Regresó al presente al oir sus leves sollozos.
-Anna...- fue todo lo que obtuvo por respuesta. Una parte suya se alegró, eso significaba que no había algún problema con él. Pero eso también significa depresión, una etapa muy dura para Elsa. Desde que la pelirroja se había ido, constantemente tenía períodos de mucha tristeza. Él siempre estaba a su lado, pero aún así tardaba tiempo en reponerse. Así que seguramente ese era uno de esos momentos.
Cuando estuvo lo suficientemente cerca, se sentó a su lado y la pegó a su pecho. Siempre así eso, pues eso siempre funcionaba. Ella no puso ninguna resistencia y hasta pareció agradecida con el consuelo.
-Shh. Está bien, de verdad. Ella está bien- susurraba mientras acariciaba su cabello.
-No sé nada de mi hermana- sollozó.
-Pero está bien, ya verás. Simplemente ha de haber olvidado escribirte. Sabes lo distraída que es.
-La extraño tanto- confesó antes de abandonarse nuevamente al llanto.
-Lo sé, lo sé.
La sintió temblar violentamente contra él. Sus lágrimas eran tan abundantes que no tardó en sentir que su camisa se mojaba.

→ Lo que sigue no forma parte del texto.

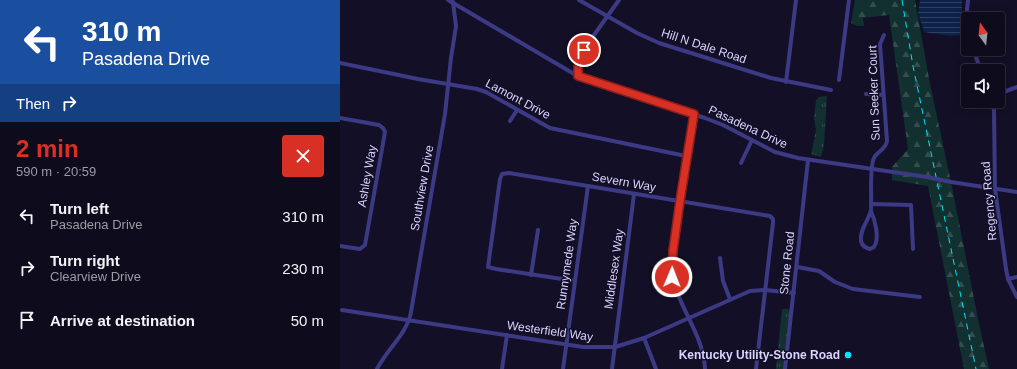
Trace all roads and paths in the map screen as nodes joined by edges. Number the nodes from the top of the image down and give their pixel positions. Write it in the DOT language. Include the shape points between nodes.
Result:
graph roads {
  1 [pos="448,0"];
  2 [pos="579,0"];
  3 [pos="619,0"];
  4 [pos="795,0"];
  5 [pos="849,0"];
  6 [pos="968,0"];
  7 [pos="453,2"];
  8 [pos="967,12"];
  9 [pos="607,17"];
  10 [pos="884,35"];
  11 [pos="340,63"];
  12 [pos="578,76"];
  13 [pos="839,80"];
  14 [pos="786,82"];
  15 [pos="448,84"];
  16 [pos="1017,87"];
  17 [pos="830,90"];
  18 [pos="1005,91"];
  19 [pos="866,94"];
  20 [pos="883,95"];
  21 [pos="993,108"];
  22 [pos="517,110"];
  23 [pos="694,114"];
  24 [pos="340,118"];
  25 [pos="510,122"];
  26 [pos="752,140"];
  27 [pos="686,156"];
  28 [pos="808,160"];
  29 [pos="741,163"];
  30 [pos="872,169"];
  31 [pos="588,186"];
  32 [pos="995,189"];
  33 [pos="1017,192"];
  34 [pos="634,194"];
  35 [pos="680,201"];
  36 [pos="871,204"];
  37 [pos="871,211"];
  38 [pos="538,230"];
  39 [pos="340,246"];
  40 [pos="913,249"];
  41 [pos="720,258"];
  42 [pos="797,267"];
  43 [pos="531,275"];
  44 [pos="1017,277"];
  45 [pos="1008,279"];
  46 [pos="575,281"];
  47 [pos="765,290"];
  48 [pos="794,293"];
  49 [pos="920,297"];
  50 [pos="1017,297"];
  51 [pos="730,299"];
  52 [pos="342,310"];
  53 [pos="688,318"];
  54 [pos="410,321"];
  55 [pos="507,335"];
  56 [pos="644,338"];
  57 [pos="567,344"];
  58 [pos="614,347"];
  59 [pos="377,369"];
  60 [pos="502,369"];
  61 [pos="563,369"];
  62 [pos="612,369"];
  63 [pos="656,369"];
  64 [pos="705,369"];
  65 [pos="756,369"];
  66 [pos="785,369"];
  1 -- 7 [label="street, Pasadena Drive"];
  2 -- 9 [label="street, Hill N Dale Road"];
  3 -- 9 [label="street"];
  4 -- 14 [label="street"];
  5 -- 13 [label="street"];
  6 -- 8 [label="street"];
  7 -- 12 [label="street, Pasadena Drive"];
  7 -- 15 [label="street, Southview Drive" via="456,26"];
  9 -- 12 [label="street" via="582,53"];
  9 -- 14 [label="street, Hill N Dale Road" via="649,39"];
  10 -- 20 [label="street, Sun Seeker Court" via="880,44"];
  11 -- 15 [label="street, Lamont Drive"];
  12 -- 23 [label="street, Pasadena Drive"];
  14 -- 17 [label="street, Hill N Dale Road"];
  15 -- 22 [label="street, Lamont Drive" via="482,90"];
  15 -- 54 [label="street, Southview Drive"];
  16 -- 18 [label="street"];
  19 -- 20 [label="street"];
  20 -- 30 [label="street, Sun Seeker Court" via="887,141 886,146 874,158"];
  21 -- 32 [label="street, Regency Road"];
  22 -- 25 [label="street"];
  22 -- 27 [label="street, Lamont Drive" via="555,129"];
  23 -- 26 [label="street, Pasadena Drive" via="723,124"];
  23 -- 27 [label="street"];
  24 -- 39 [label="street, Ashley Way" via="379,125 384,132 365,245 360,248"];
  26 -- 28 [label="street, Pasadena Drive" via="780,154"];
  26 -- 29 [label="street"];
  27 -- 35 [label="street"];
  28 -- 30 [label="street, Pasadena Drive"];
  28 -- 42 [label="street, Stone Road"];
  30 -- 32 [label="street, Pasadena Drive, bridge"];
  30 -- 36 [label="street"];
  31 -- 34 [label="street, Severn Way"];
  31 -- 43 [label="street, Severn Way" via="509,173 501,176 488,267"];
  31 -- 46 [label="street, Runnymede Way"];
  32 -- 33 [label="street, Pasadena Drive"];
  32 -- 45 [label="street, Regency Road"];
  34 -- 35 [label="street, Severn Way"];
  34 -- 58 [label="street, Middlesex Way"];
  35 -- 47 [label="street, Severn Way" via="768,215 772,218"];
  35 -- 53 [label="street" via="672,277"];
  36 -- 37 [label="street"];
  36 -- 40 [label="street" via="911,205"];
  37 -- 37 [label="street" via="877,240 870,249 865,248 861,238"];
  38 -- 43 [label="street"];
  41 -- 51 [label="street" via="721,274"];
  42 -- 48 [label="street, Stone Road"];
  42 -- 49 [label="street" via="819,271 835,282 853,289"];
  43 -- 46 [label="street, Severn Way"];
  44 -- 45 [label="street"];
  45 -- 50 [label="street, Regency Road"];
  46 -- 57 [label="street, Runnymede Way"];
  47 -- 48 [label="street, Westerfield Way"];
  47 -- 51 [label="street, Westerfield Way" via="750,291"];
  47 -- 65 [label="street, Severn Way"];
  48 -- 66 [label="street, Stone Road"];
  51 -- 53 [label="street, Westerfield Way"];
  52 -- 54 [label="street, Westerfield Way"];
  53 -- 56 [label="street, Westerfield Way"];
  53 -- 64 [label="street" via="702,352"];
  54 -- 55 [label="street, Westerfield Way"];
  54 -- 59 [label="street, Southview Drive"];
  55 -- 57 [label="street, Westerfield Way"];
  55 -- 60 [label="street"];
  56 -- 58 [label="street, Westerfield Way"];
  56 -- 63 [label="street"];
  57 -- 58 [label="street, Westerfield Way" via="594,348"];
  57 -- 61 [label="street, Runnymede Way"];
  58 -- 62 [label="street, Middlesex Way"];
}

-Elsa, vamos- dijo levantando su rostro.
El dolor era inconfundible en sus ojos, eso le dolió. Eso le ayudó a descubrir que no le gustaba verla triste, menos a esas magnitudes.
Por primera vez en su vida se quedó sin palabras. No sabía que decir para consolarla. Porque una parte suya le decía que ninguna palabra ayudaría.
Acarició suavemente sus mejillas y lentamente se inclinó para darle un tierno beso en los labios. Elsa no dejó de llorar, pero su respiración se tranquilizó un poco y respondió al gesto. Hans no quiso hacer del beso algo apasionado, pues estaba fuera de lugar, así que se separó segundos después. Sostuvo el rostro femenino entre sus manos y juntó sus frentes, viéndola a los ojos.
-No sé si te sirve- susurró- pero yo estoy aquí para ti.
Ella asintió y se abrazo fuertemente a él. Frotando su mejilla húmeda en su hombro.
-¿Qué sería de mí sin ti, Hans?- preguntó intentando dejar de sollozar, aunque no lo lograba.
-Eso mismo me preguntó yo, pero contigo- confesó besándole la cabeza.
Permanecieron unos momentos más abrazados, en silencio. Pero a ninguno parecía importarle eso. Ella se levantó después y se pasó una mano por los ojos, para secar su lágrimas. Cuando sus ojos se vieron libres de llanto, se quedó viendo fijamente al joven. Analizando todos sus rasgos, sus ojos, nariz, cabello, boca...y se echó a reir.
-¿Ocurre algo?- preguntó el pelirrojo confundido, pero sonrió también.
-Es sólo que...- Elsa suspiró y luego tomó el rostro de Hans entre sus manos- nunca había notado lo parecidos que son- confesó con diversión.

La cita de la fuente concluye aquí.